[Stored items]
☆ ☆ ☆ ☆ ☆ ☆ ☆

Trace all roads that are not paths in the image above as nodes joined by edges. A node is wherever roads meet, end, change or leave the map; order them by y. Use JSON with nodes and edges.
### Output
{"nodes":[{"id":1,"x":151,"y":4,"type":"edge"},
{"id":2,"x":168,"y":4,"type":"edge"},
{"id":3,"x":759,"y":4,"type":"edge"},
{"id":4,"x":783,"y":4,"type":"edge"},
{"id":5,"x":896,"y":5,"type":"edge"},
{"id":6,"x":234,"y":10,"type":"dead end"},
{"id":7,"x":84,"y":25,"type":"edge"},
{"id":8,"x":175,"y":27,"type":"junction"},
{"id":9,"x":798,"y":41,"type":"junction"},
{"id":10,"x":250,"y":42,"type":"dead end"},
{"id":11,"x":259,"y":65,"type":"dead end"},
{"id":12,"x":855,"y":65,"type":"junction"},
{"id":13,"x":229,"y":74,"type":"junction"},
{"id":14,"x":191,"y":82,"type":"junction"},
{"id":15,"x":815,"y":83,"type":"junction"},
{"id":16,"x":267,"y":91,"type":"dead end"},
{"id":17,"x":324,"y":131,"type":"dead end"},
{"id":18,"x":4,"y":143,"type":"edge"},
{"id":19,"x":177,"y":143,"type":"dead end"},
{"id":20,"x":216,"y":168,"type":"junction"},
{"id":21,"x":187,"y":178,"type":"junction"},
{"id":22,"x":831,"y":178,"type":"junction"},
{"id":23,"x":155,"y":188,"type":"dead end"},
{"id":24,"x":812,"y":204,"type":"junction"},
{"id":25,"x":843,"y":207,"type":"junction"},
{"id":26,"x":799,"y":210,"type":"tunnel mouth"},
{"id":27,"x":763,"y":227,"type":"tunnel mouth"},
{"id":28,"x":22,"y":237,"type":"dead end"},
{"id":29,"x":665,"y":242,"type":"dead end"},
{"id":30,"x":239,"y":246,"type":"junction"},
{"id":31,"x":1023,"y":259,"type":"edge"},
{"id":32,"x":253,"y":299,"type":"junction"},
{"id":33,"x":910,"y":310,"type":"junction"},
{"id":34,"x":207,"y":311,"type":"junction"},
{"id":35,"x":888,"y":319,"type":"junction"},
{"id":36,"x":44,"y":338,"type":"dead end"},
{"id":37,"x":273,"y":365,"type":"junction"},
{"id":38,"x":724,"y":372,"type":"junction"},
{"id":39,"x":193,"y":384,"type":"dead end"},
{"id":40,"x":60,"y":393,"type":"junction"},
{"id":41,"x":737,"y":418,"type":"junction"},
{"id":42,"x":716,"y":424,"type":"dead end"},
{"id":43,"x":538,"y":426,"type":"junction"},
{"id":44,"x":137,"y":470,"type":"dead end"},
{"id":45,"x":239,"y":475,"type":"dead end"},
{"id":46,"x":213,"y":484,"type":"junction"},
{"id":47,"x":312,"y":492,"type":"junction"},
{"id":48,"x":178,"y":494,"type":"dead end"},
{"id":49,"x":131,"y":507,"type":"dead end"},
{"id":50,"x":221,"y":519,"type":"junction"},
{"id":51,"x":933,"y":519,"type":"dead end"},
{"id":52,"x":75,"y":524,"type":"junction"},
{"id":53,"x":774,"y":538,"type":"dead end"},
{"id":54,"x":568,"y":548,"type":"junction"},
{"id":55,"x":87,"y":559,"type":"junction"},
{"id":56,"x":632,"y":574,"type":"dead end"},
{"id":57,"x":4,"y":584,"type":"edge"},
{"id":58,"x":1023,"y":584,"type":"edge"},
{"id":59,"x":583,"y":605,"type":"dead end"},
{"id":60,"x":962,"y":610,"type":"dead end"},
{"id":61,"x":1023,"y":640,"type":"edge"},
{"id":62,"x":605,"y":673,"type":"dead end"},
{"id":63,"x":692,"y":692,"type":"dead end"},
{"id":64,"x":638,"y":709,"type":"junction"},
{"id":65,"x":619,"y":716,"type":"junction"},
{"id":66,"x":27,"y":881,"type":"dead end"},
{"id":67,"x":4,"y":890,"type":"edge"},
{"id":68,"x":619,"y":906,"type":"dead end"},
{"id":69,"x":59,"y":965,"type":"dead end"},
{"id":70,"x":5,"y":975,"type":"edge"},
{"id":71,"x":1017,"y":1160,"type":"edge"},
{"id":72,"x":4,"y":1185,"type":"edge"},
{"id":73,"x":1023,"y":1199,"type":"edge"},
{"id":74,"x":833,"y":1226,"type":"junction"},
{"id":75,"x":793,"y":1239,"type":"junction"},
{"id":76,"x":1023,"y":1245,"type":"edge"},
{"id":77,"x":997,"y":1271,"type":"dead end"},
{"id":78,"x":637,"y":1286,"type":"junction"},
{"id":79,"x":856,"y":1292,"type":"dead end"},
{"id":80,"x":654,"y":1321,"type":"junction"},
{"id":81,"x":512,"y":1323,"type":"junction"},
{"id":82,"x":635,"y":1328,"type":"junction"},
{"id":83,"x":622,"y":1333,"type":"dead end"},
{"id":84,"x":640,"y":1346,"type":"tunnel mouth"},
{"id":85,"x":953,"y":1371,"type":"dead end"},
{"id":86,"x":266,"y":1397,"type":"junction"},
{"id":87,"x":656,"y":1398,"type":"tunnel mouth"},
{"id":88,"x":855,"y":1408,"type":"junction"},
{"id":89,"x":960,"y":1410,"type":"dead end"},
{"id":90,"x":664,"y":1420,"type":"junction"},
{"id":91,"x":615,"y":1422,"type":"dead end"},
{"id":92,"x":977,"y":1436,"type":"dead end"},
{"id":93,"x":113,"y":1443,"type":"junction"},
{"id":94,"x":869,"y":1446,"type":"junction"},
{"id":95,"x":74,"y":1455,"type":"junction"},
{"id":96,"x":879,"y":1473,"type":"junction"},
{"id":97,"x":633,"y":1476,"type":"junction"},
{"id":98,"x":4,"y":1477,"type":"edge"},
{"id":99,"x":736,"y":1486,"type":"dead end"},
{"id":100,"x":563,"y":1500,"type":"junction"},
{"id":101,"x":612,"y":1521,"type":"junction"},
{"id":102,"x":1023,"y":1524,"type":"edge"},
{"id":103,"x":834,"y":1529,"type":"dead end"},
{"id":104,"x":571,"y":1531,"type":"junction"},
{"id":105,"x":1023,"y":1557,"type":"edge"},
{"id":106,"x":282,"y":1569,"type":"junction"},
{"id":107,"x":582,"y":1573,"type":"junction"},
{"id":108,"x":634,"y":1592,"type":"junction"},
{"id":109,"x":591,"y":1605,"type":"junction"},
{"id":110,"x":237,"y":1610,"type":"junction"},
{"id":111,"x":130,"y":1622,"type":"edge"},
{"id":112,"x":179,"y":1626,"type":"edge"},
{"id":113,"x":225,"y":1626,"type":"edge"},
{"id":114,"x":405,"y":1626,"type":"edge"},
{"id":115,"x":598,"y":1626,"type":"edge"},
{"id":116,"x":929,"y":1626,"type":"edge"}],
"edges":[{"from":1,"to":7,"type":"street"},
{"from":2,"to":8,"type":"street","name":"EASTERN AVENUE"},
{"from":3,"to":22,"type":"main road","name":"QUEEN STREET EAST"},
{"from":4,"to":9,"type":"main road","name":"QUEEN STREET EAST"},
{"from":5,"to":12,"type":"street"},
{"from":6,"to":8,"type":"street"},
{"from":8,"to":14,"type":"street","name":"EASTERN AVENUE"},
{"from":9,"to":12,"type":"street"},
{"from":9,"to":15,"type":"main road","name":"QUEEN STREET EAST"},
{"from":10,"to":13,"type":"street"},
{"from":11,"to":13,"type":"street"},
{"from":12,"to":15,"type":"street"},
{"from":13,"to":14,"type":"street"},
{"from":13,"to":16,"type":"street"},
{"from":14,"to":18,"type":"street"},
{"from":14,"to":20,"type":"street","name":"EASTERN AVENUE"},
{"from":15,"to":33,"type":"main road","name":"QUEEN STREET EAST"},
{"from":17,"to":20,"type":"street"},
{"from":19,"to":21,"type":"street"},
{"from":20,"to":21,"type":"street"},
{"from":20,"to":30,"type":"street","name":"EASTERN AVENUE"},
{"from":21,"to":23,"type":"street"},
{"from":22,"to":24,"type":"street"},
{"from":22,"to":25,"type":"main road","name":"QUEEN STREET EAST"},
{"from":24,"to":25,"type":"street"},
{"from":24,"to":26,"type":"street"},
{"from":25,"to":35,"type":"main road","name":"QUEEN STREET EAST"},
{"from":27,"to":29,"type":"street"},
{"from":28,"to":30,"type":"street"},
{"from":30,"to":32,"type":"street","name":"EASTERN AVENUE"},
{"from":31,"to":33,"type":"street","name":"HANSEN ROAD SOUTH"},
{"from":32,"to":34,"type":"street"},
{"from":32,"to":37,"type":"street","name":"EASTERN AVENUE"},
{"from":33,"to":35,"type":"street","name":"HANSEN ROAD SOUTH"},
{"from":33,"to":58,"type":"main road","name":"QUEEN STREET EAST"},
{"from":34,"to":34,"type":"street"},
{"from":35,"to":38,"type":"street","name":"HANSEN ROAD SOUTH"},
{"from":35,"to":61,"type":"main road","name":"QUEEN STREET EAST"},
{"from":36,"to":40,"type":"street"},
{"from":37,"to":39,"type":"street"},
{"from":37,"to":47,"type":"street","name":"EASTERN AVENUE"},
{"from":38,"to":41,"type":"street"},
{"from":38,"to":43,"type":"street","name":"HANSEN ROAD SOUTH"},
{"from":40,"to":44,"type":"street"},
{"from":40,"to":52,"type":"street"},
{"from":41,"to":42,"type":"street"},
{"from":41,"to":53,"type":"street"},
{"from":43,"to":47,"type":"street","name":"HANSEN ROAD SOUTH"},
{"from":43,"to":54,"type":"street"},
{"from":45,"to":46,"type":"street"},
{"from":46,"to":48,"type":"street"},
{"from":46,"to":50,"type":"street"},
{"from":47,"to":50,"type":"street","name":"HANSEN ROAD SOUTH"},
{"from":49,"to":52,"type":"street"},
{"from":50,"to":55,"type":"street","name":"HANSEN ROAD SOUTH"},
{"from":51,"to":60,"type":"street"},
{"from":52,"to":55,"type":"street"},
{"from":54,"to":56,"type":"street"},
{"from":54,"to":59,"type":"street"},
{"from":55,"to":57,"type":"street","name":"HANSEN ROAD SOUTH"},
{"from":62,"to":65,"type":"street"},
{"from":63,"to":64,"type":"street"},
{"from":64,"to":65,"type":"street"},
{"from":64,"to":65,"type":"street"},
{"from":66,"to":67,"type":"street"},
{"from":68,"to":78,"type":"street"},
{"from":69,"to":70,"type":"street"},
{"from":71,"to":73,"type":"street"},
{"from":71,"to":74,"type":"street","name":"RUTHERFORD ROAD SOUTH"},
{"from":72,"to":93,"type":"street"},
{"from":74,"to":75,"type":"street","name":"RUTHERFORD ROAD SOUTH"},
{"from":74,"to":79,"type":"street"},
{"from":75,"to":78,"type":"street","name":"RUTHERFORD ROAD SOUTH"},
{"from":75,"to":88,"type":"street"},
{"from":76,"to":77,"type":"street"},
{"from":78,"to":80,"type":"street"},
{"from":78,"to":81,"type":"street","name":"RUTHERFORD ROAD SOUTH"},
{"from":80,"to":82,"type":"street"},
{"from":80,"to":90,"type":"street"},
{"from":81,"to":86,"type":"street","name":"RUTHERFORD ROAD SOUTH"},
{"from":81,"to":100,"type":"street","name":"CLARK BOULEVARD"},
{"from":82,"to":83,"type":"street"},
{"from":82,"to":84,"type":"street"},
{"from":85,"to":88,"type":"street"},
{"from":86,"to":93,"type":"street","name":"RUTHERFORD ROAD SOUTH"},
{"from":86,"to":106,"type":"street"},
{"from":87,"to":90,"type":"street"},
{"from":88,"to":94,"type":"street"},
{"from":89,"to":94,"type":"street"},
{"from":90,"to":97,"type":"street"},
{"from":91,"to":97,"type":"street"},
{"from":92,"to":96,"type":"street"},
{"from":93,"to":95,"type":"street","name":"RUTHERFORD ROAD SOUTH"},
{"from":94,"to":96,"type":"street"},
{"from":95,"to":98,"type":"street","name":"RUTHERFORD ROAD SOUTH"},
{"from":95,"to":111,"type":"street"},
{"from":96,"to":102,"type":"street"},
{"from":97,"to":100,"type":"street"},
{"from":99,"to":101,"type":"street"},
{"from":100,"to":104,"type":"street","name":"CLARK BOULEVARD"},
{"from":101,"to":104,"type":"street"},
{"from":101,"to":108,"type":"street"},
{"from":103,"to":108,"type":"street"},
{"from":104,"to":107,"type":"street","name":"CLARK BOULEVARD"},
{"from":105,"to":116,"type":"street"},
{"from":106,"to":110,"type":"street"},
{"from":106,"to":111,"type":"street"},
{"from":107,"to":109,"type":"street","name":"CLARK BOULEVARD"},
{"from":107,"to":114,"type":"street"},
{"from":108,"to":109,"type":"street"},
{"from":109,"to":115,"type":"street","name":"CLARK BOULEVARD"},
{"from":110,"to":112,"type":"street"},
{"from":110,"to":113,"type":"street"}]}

☆ ☆ ☆ ☆ ☆ ☆ ☆

> WHAT IS BEING ASKED: Look through the entries above. Copy out every line holding the word "QUEEN".

> ANSWER SPACE:
{"from":3,"to":22,"type":"main road","name":"QUEEN STREET EAST"},
{"from":4,"to":9,"type":"main road","name":"QUEEN STREET EAST"},
{"from":9,"to":15,"type":"main road","name":"QUEEN STREET EAST"},
{"from":15,"to":33,"type":"main road","name":"QUEEN STREET EAST"},
{"from":22,"to":25,"type":"main road","name":"QUEEN STREET EAST"},
{"from":25,"to":35,"type":"main road","name":"QUEEN STREET EAST"},
{"from":33,"to":58,"type":"main road","name":"QUEEN STREET EAST"},
{"from":35,"to":61,"type":"main road","name":"QUEEN STREET EAST"},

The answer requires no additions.